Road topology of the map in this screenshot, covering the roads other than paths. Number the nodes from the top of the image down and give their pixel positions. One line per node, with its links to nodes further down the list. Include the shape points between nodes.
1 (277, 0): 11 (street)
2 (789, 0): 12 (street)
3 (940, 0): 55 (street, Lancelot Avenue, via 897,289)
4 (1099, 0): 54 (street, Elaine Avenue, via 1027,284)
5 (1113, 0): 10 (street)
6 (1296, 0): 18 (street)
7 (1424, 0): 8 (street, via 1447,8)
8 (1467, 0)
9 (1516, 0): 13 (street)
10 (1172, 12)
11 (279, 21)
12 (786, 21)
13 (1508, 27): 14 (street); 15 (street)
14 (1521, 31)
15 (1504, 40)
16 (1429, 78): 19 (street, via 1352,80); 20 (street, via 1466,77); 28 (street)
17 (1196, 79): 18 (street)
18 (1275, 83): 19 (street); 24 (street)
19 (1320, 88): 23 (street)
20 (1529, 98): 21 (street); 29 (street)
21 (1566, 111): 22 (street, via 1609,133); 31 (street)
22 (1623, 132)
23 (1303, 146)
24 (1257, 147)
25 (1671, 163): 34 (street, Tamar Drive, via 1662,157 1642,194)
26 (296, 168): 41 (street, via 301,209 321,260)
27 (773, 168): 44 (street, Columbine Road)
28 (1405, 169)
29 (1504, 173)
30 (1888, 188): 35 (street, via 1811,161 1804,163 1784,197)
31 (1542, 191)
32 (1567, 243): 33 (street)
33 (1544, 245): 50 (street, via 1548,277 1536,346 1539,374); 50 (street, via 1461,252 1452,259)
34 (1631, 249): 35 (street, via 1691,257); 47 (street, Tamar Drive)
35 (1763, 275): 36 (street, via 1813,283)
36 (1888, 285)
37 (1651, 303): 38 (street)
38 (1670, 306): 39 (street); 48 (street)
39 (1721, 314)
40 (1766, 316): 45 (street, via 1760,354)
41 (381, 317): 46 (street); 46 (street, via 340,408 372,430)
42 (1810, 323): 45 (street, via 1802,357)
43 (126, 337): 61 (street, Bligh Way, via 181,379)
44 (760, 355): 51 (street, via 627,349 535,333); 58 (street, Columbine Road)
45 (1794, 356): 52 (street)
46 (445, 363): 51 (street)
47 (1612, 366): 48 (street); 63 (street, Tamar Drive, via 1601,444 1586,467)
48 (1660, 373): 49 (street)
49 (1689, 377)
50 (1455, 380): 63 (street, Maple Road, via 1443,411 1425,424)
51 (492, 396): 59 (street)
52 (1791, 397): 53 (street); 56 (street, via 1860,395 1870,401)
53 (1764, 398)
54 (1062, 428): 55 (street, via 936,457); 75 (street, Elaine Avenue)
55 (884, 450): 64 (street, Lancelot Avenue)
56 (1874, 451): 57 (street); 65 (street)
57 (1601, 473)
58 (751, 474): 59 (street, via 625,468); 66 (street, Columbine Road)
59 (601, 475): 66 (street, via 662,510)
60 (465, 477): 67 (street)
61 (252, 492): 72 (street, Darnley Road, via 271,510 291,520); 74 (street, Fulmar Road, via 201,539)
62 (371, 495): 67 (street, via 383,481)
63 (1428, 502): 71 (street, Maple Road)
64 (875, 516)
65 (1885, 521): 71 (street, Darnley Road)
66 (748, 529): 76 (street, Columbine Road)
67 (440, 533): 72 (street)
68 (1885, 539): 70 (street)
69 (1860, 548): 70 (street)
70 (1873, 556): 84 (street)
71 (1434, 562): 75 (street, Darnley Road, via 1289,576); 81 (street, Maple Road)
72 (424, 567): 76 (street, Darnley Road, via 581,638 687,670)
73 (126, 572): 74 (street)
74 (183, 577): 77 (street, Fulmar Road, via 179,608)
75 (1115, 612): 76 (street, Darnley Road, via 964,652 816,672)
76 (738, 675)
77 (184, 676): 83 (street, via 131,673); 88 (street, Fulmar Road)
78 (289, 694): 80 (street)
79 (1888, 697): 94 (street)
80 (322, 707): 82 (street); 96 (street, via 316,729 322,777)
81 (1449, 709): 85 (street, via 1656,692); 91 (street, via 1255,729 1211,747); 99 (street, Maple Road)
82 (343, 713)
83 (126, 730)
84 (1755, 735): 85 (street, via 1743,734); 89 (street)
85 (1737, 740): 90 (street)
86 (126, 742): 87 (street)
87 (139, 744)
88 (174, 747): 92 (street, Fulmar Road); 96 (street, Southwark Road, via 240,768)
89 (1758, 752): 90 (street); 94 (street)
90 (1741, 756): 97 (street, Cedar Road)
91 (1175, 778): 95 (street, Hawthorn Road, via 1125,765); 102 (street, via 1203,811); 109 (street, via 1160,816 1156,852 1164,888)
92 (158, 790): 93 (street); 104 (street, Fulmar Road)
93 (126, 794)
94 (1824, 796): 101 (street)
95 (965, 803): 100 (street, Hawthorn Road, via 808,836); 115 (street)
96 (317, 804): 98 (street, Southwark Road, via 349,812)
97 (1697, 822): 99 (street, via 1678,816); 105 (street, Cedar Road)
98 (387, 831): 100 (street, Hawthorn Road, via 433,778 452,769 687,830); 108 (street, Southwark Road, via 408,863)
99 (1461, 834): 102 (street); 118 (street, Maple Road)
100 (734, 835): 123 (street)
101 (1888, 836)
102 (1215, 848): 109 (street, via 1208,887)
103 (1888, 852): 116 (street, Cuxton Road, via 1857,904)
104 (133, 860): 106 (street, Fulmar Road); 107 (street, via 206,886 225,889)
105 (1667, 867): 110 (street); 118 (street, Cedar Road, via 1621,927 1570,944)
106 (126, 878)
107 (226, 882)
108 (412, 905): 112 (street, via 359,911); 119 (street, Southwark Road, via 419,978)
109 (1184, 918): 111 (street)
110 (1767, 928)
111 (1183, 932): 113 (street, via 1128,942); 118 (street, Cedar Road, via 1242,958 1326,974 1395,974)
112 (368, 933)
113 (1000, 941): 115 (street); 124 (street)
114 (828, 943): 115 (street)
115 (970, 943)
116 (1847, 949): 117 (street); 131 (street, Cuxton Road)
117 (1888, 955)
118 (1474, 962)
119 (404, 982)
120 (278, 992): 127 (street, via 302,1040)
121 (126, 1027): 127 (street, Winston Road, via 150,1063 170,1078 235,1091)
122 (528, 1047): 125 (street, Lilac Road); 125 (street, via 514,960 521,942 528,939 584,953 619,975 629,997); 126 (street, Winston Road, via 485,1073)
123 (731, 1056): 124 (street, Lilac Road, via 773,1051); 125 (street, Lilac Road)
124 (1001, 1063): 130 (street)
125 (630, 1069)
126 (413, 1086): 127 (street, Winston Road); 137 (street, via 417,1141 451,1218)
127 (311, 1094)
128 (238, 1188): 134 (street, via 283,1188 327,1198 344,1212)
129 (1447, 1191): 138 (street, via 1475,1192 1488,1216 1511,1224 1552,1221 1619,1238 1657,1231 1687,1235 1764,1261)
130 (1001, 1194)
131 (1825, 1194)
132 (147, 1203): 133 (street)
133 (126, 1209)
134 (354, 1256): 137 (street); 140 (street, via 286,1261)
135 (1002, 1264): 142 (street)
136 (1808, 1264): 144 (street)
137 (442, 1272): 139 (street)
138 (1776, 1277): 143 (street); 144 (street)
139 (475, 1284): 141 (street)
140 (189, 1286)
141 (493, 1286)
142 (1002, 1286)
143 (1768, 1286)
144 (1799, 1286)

*WORK ITEM:* Reproduce all of the data exactly as given.

*TASK RESULT:*
Road topology of the map in this screenshot, covering the roads other than paths. Number the nodes from the top of the image down and give their pixel positions. One line per node, with its links to nodes further down the list. Include the shape points between nodes.
1 (277, 0): 11 (street)
2 (789, 0): 12 (street)
3 (940, 0): 55 (street, Lancelot Avenue, via 897,289)
4 (1099, 0): 54 (street, Elaine Avenue, via 1027,284)
5 (1113, 0): 10 (street)
6 (1296, 0): 18 (street)
7 (1424, 0): 8 (street, via 1447,8)
8 (1467, 0)
9 (1516, 0): 13 (street)
10 (1172, 12)
11 (279, 21)
12 (786, 21)
13 (1508, 27): 14 (street); 15 (street)
14 (1521, 31)
15 (1504, 40)
16 (1429, 78): 19 (street, via 1352,80); 20 (street, via 1466,77); 28 (street)
17 (1196, 79): 18 (street)
18 (1275, 83): 19 (street); 24 (street)
19 (1320, 88): 23 (street)
20 (1529, 98): 21 (street); 29 (street)
21 (1566, 111): 22 (street, via 1609,133); 31 (street)
22 (1623, 132)
23 (1303, 146)
24 (1257, 147)
25 (1671, 163): 34 (street, Tamar Drive, via 1662,157 1642,194)
26 (296, 168): 41 (street, via 301,209 321,260)
27 (773, 168): 44 (street, Columbine Road)
28 (1405, 169)
29 (1504, 173)
30 (1888, 188): 35 (street, via 1811,161 1804,163 1784,197)
31 (1542, 191)
32 (1567, 243): 33 (street)
33 (1544, 245): 50 (street, via 1548,277 1536,346 1539,374); 50 (street, via 1461,252 1452,259)
34 (1631, 249): 35 (street, via 1691,257); 47 (street, Tamar Drive)
35 (1763, 275): 36 (street, via 1813,283)
36 (1888, 285)
37 (1651, 303): 38 (street)
38 (1670, 306): 39 (street); 48 (street)
39 (1721, 314)
40 (1766, 316): 45 (street, via 1760,354)
41 (381, 317): 46 (street); 46 (street, via 340,408 372,430)
42 (1810, 323): 45 (street, via 1802,357)
43 (126, 337): 61 (street, Bligh Way, via 181,379)
44 (760, 355): 51 (street, via 627,349 535,333); 58 (street, Columbine Road)
45 (1794, 356): 52 (street)
46 (445, 363): 51 (street)
47 (1612, 366): 48 (street); 63 (street, Tamar Drive, via 1601,444 1586,467)
48 (1660, 373): 49 (street)
49 (1689, 377)
50 (1455, 380): 63 (street, Maple Road, via 1443,411 1425,424)
51 (492, 396): 59 (street)
52 (1791, 397): 53 (street); 56 (street, via 1860,395 1870,401)
53 (1764, 398)
54 (1062, 428): 55 (street, via 936,457); 75 (street, Elaine Avenue)
55 (884, 450): 64 (street, Lancelot Avenue)
56 (1874, 451): 57 (street); 65 (street)
57 (1601, 473)
58 (751, 474): 59 (street, via 625,468); 66 (street, Columbine Road)
59 (601, 475): 66 (street, via 662,510)
60 (465, 477): 67 (street)
61 (252, 492): 72 (street, Darnley Road, via 271,510 291,520); 74 (street, Fulmar Road, via 201,539)
62 (371, 495): 67 (street, via 383,481)
63 (1428, 502): 71 (street, Maple Road)
64 (875, 516)
65 (1885, 521): 71 (street, Darnley Road)
66 (748, 529): 76 (street, Columbine Road)
67 (440, 533): 72 (street)
68 (1885, 539): 70 (street)
69 (1860, 548): 70 (street)
70 (1873, 556): 84 (street)
71 (1434, 562): 75 (street, Darnley Road, via 1289,576); 81 (street, Maple Road)
72 (424, 567): 76 (street, Darnley Road, via 581,638 687,670)
73 (126, 572): 74 (street)
74 (183, 577): 77 (street, Fulmar Road, via 179,608)
75 (1115, 612): 76 (street, Darnley Road, via 964,652 816,672)
76 (738, 675)
77 (184, 676): 83 (street, via 131,673); 88 (street, Fulmar Road)
78 (289, 694): 80 (street)
79 (1888, 697): 94 (street)
80 (322, 707): 82 (street); 96 (street, via 316,729 322,777)
81 (1449, 709): 85 (street, via 1656,692); 91 (street, via 1255,729 1211,747); 99 (street, Maple Road)
82 (343, 713)
83 (126, 730)
84 (1755, 735): 85 (street, via 1743,734); 89 (street)
85 (1737, 740): 90 (street)
86 (126, 742): 87 (street)
87 (139, 744)
88 (174, 747): 92 (street, Fulmar Road); 96 (street, Southwark Road, via 240,768)
89 (1758, 752): 90 (street); 94 (street)
90 (1741, 756): 97 (street, Cedar Road)
91 (1175, 778): 95 (street, Hawthorn Road, via 1125,765); 102 (street, via 1203,811); 109 (street, via 1160,816 1156,852 1164,888)
92 (158, 790): 93 (street); 104 (street, Fulmar Road)
93 (126, 794)
94 (1824, 796): 101 (street)
95 (965, 803): 100 (street, Hawthorn Road, via 808,836); 115 (street)
96 (317, 804): 98 (street, Southwark Road, via 349,812)
97 (1697, 822): 99 (street, via 1678,816); 105 (street, Cedar Road)
98 (387, 831): 100 (street, Hawthorn Road, via 433,778 452,769 687,830); 108 (street, Southwark Road, via 408,863)
99 (1461, 834): 102 (street); 118 (street, Maple Road)
100 (734, 835): 123 (street)
101 (1888, 836)
102 (1215, 848): 109 (street, via 1208,887)
103 (1888, 852): 116 (street, Cuxton Road, via 1857,904)
104 (133, 860): 106 (street, Fulmar Road); 107 (street, via 206,886 225,889)
105 (1667, 867): 110 (street); 118 (street, Cedar Road, via 1621,927 1570,944)
106 (126, 878)
107 (226, 882)
108 (412, 905): 112 (street, via 359,911); 119 (street, Southwark Road, via 419,978)
109 (1184, 918): 111 (street)
110 (1767, 928)
111 (1183, 932): 113 (street, via 1128,942); 118 (street, Cedar Road, via 1242,958 1326,974 1395,974)
112 (368, 933)
113 (1000, 941): 115 (street); 124 (street)
114 (828, 943): 115 (street)
115 (970, 943)
116 (1847, 949): 117 (street); 131 (street, Cuxton Road)
117 (1888, 955)
118 (1474, 962)
119 (404, 982)
120 (278, 992): 127 (street, via 302,1040)
121 (126, 1027): 127 (street, Winston Road, via 150,1063 170,1078 235,1091)
122 (528, 1047): 125 (street, Lilac Road); 125 (street, via 514,960 521,942 528,939 584,953 619,975 629,997); 126 (street, Winston Road, via 485,1073)
123 (731, 1056): 124 (street, Lilac Road, via 773,1051); 125 (street, Lilac Road)
124 (1001, 1063): 130 (street)
125 (630, 1069)
126 (413, 1086): 127 (street, Winston Road); 137 (street, via 417,1141 451,1218)
127 (311, 1094)
128 (238, 1188): 134 (street, via 283,1188 327,1198 344,1212)
129 (1447, 1191): 138 (street, via 1475,1192 1488,1216 1511,1224 1552,1221 1619,1238 1657,1231 1687,1235 1764,1261)
130 (1001, 1194)
131 (1825, 1194)
132 (147, 1203): 133 (street)
133 (126, 1209)
134 (354, 1256): 137 (street); 140 (street, via 286,1261)
135 (1002, 1264): 142 (street)
136 (1808, 1264): 144 (street)
137 (442, 1272): 139 (street)
138 (1776, 1277): 143 (street); 144 (street)
139 (475, 1284): 141 (street)
140 (189, 1286)
141 (493, 1286)
142 (1002, 1286)
143 (1768, 1286)
144 (1799, 1286)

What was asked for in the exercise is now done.